WHAT YOU SHOULD DO: Please, without the pictures, restate every entry exactly.

Source data:
########
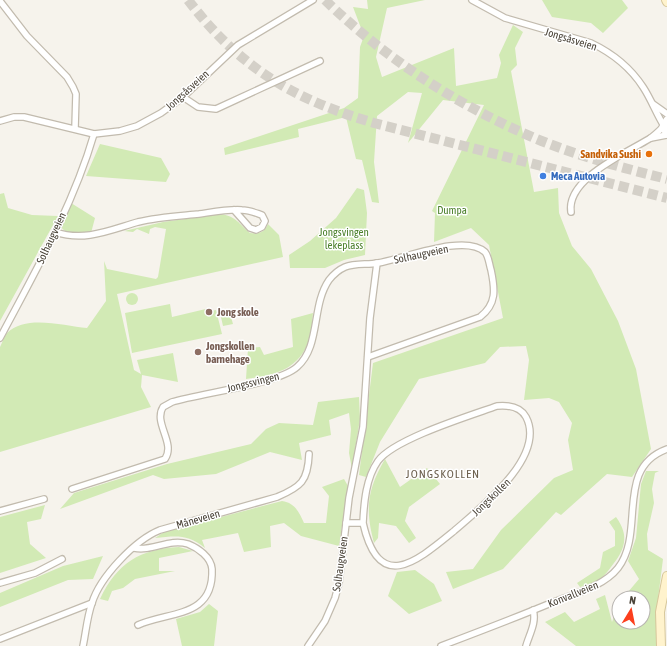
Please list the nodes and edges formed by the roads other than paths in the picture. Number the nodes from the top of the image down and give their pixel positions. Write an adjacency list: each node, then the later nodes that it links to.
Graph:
1 (313, 0): 5 (street, Jongsåsveien)
2 (472, 0): 6 (street, Jongsåsveien)
3 (0, 1): 10 (street)
4 (320, 61): 5 (street)
5 (183, 97): 11 (street, Jongsåsveien)
6 (652, 102): 7 (street, Jongsåsveien); 9 (street, Jongsåsveien)
7 (667, 114)
8 (0, 121): 10 (street, Jongsåsveien)
9 (665, 124): 12 (street); 13 (street)
10 (75, 128): 11 (street, Jongsåsveien)
11 (94, 134): 16 (street, Solhaugveien)
12 (667, 135): 13 (street)
13 (650, 138): 15 (street)
14 (234, 210): 14 (street); 16 (street)
15 (571, 212)
16 (55, 232): 18 (street, Solhaugveien)
17 (377, 263): 19 (street, Solhaugveien); 19 (street, Solhaugveien); 22 (street, Jongssvingen)
18 (0, 338)
19 (368, 357): 25 (street, Solhaugveien)
20 (667, 449): 32 (street, Konvallveien)
21 (309, 454): 27 (street, Måneveien)
22 (72, 489)
23 (44, 499): 24 (street)
24 (0, 511)
25 (346, 523): 26 (street); 36 (street, Solhaugveien)
26 (363, 523): 26 (street, Jongskollen)
27 (134, 548): 31 (street, Måneveien); 33 (street)
28 (62, 559): 30 (street)
29 (667, 576): 39 (main road)
30 (0, 583)
31 (92, 603): 34 (street); 35 (street, Måneveien)
32 (533, 610): 37 (street, Konvallveien); 38 (street)
33 (138, 625)
34 (0, 639)
35 (83, 646)
36 (308, 646)
37 (441, 646)
38 (526, 646)
39 (661, 646)

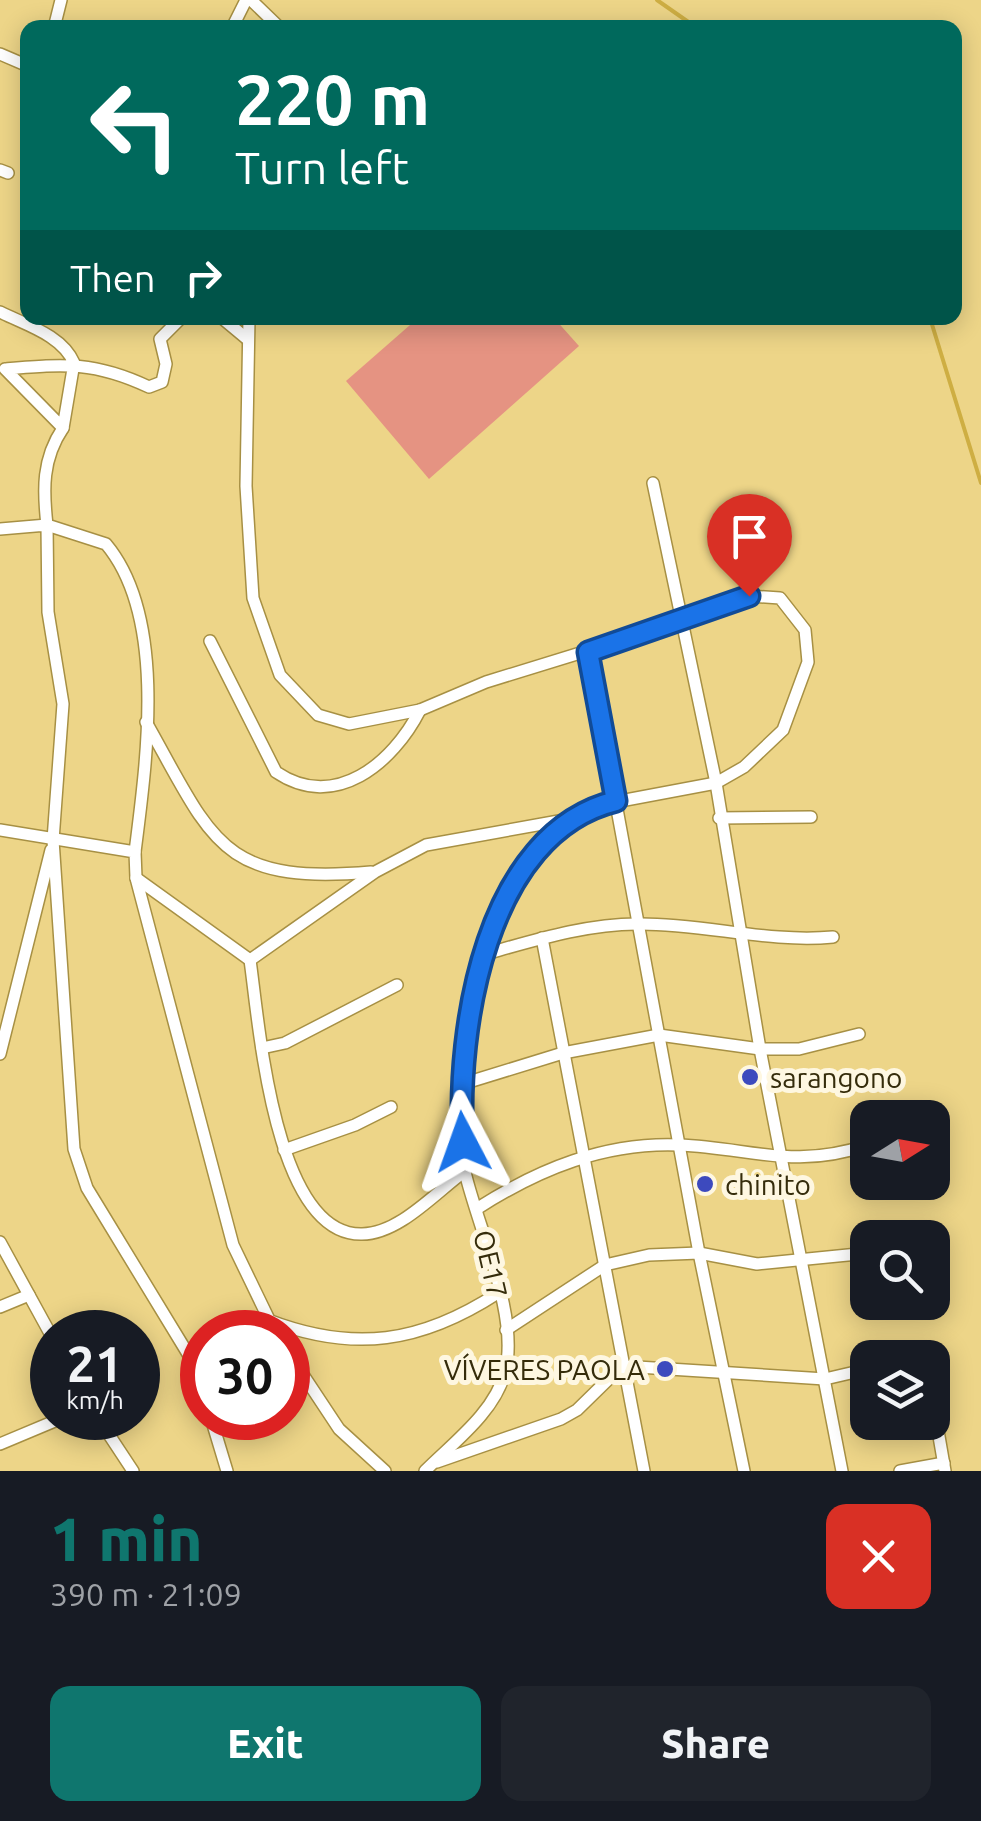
########
ANSWER TO THIS TASK:
Please list the nodes and edges formed by the roads other than paths in the picture. Number the nodes from the top of the image down and give their pixel positions. Write an adjacency list: each node, then the later nodes that it links to.
Graph:
1 (313, 0): 5 (street, Jongsåsveien)
2 (472, 0): 6 (street, Jongsåsveien)
3 (0, 1): 10 (street)
4 (320, 61): 5 (street)
5 (183, 97): 11 (street, Jongsåsveien)
6 (652, 102): 7 (street, Jongsåsveien); 9 (street, Jongsåsveien)
7 (667, 114)
8 (0, 121): 10 (street, Jongsåsveien)
9 (665, 124): 12 (street); 13 (street)
10 (75, 128): 11 (street, Jongsåsveien)
11 (94, 134): 16 (street, Solhaugveien)
12 (667, 135): 13 (street)
13 (650, 138): 15 (street)
14 (234, 210): 14 (street); 16 (street)
15 (571, 212)
16 (55, 232): 18 (street, Solhaugveien)
17 (377, 263): 19 (street, Solhaugveien); 19 (street, Solhaugveien); 22 (street, Jongssvingen)
18 (0, 338)
19 (368, 357): 25 (street, Solhaugveien)
20 (667, 449): 32 (street, Konvallveien)
21 (309, 454): 27 (street, Måneveien)
22 (72, 489)
23 (44, 499): 24 (street)
24 (0, 511)
25 (346, 523): 26 (street); 36 (street, Solhaugveien)
26 (363, 523): 26 (street, Jongskollen)
27 (134, 548): 31 (street, Måneveien); 33 (street)
28 (62, 559): 30 (street)
29 (667, 576): 39 (main road)
30 (0, 583)
31 (92, 603): 34 (street); 35 (street, Måneveien)
32 (533, 610): 37 (street, Konvallveien); 38 (street)
33 (138, 625)
34 (0, 639)
35 (83, 646)
36 (308, 646)
37 (441, 646)
38 (526, 646)
39 (661, 646)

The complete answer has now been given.